Although most of Olympia Fields' students attend Arcadia (K-3) through third grade, school assignments get confusing from there. The Arcadia students head to Indiana School (grades 4–6) in Park Forest, O.W. Huth Middle School (grades 7–8) in Matteson, then back to Olympia Fields for high school. Students from Graymoor and The Greens neighborhoods go to school in Flossmoor. Students who live in the Greens attend Flossmoor schools until eighth grade, then attend Rich Central for High School. Students who live in Graymoor attend Flossmoor schools from kindergarten until twelfth grade. The Wysteria neighborhood students study in Chicago Heights.

Students from Olympia Fields attend six different public school districts: Elementary Districts 161, 162 and 170 and High School Districts 206, 227 and 233.
- Flossmoor School District 161 (Western Avenue Elementary School) encompasses Graymoor and The Greens residents only
- Flossmoor School District 161 (Parker Junior High School) encompasses Graymoor and The Greens residents only
- Homewood-Flossmoor School District 233 (Homewood-Flossmoor High School) for Graymoor residents only.
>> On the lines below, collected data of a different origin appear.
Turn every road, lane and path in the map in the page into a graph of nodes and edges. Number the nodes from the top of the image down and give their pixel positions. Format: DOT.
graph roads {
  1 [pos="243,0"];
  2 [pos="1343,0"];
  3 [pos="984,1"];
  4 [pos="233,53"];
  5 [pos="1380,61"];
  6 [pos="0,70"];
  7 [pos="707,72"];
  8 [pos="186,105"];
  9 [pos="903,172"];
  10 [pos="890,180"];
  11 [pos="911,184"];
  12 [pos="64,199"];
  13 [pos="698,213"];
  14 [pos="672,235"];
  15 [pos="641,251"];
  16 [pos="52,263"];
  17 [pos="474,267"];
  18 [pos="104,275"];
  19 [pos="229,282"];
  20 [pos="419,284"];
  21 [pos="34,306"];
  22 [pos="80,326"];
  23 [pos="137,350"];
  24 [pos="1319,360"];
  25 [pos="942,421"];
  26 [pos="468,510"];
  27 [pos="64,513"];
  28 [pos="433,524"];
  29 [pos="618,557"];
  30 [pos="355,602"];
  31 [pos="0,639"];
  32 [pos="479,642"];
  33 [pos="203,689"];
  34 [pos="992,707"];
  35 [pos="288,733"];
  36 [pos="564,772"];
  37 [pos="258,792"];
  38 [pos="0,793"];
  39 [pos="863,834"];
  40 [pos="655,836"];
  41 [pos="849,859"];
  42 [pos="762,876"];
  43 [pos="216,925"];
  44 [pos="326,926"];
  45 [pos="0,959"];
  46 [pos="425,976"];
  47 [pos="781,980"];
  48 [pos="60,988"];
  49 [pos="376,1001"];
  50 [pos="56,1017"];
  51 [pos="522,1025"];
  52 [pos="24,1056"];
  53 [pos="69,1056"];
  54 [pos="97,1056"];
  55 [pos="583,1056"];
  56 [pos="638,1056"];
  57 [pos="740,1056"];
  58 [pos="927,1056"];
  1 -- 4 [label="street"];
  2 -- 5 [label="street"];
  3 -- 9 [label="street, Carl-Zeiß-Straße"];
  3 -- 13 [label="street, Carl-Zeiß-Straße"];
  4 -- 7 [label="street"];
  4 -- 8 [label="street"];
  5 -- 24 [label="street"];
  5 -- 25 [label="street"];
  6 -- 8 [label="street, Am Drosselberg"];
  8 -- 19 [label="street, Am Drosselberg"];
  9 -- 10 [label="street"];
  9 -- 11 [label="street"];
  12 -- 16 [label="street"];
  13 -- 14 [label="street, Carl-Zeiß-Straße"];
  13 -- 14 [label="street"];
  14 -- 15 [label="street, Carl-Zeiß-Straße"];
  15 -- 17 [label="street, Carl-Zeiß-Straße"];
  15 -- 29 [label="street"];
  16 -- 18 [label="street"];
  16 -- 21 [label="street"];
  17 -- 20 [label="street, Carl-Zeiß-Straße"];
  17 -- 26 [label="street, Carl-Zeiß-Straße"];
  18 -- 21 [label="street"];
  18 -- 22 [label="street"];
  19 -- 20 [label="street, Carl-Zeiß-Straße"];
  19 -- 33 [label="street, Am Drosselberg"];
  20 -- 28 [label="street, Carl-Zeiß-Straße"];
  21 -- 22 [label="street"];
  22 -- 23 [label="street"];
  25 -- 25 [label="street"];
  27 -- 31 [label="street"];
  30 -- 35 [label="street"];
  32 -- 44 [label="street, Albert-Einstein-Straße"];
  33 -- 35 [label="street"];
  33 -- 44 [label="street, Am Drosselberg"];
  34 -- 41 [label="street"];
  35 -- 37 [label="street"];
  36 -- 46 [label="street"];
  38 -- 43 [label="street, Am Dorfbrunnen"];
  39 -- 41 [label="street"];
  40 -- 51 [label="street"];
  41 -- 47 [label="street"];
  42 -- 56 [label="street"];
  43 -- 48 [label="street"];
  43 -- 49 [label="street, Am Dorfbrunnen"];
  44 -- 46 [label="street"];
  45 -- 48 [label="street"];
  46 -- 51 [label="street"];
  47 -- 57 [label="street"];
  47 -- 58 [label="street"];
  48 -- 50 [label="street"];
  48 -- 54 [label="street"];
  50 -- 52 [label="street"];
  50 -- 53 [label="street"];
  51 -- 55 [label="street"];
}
Homewood-Flossmoor High School is a three-time recipient of the U.S. Department of Education's Blue Ribbon Award for excellence. HF also owns WHFH 88.5, the highest powered high school radio station with 1,500 watts.
- Matteson School District 162 (Arcadia and Indiana Elementary Schools) includes all of Olympia Fields, except for Graymoor, Wysteria and the Greens
- Matteson School District 162 (O.W. Huth Middle School) includes all of Olympia Fields, except for Graymoor, Wysteria and the Greens
- Matteson School District 162 (Illinois School) includes all of Olympia Fields, except for Graymoor, Wysteria and the Greens
- Rich Township High School District 227 (Rich Central High School) includes all of Olympia Fields, except for Graymoor and Wysteria.
- Rich Township High School District 227 (Southland College Preparatory Charter High School) includes all of Olympia Fields, except for Graymoor and Wysteria. Southland College Prep was formed in 2010 by Dr. Blondean Y. Davis. Southland College Prep is a public charter school open to any student in grades 9-12 who resides within Rich Township High School District 227. Southland College Prep operates on a European-Asian school model nine-hour school day from 8 a.m. to 5 p.m. five days a week. The college prep curriculum is rigorous with a strong emphasis on math, science, technology, language and fine arts. After-school extra-curricular activities include sports, speech and forensics, band, orchestra, chorus, dance and service projects. Students earn 30 credit hours; eight more than are typically required of traditional high school graduates.
- Chicago Heights School District 170 (Kennedy School) for Wysteria residents only
- Chicago Heights School District 170 (Chicago Heights Middle School) for Wysteria residents only
- Bloom Township High School District 206 (Bloom High School) for Wysteria residents only

Nearby private schools
- Marian Catholic High School is a co-educational, college preparatory 9-12 secondary school in Chicago Heights, Illinois. It is located in the Roman Catholic Archdiocese of Chicago
- Infant Jesus of Prague School is a co-educational, Roman Catholic K-8 school operated by the Infant Jesus of Prague Parish in Flossmoor. IJP, as the school is known, is a two-time winner of the U.S. Department of Education's Blue Ribbon Award.
- Church of the Nazarene Nursery School and Kindergarten is a co-educational, Christian nursery school and kindergarten serving children from ages six weeks to six years during the normal school year and up to the age of twelve years during the summer program.

Colleges and universities
- Prairie State College is a community college in Chicago Heights that offers associate degrees in several areas of study, including liberal arts, business, and vocational training.
- Governors State University is also within a short drive from the village. GSU offers a wide variety of programs and curriculums.
- Other nearby colleges and university include Joliet Junior College, South Suburban College, Trinity Christian College, Lewis University, as well as Chicago's many institutions of higher education.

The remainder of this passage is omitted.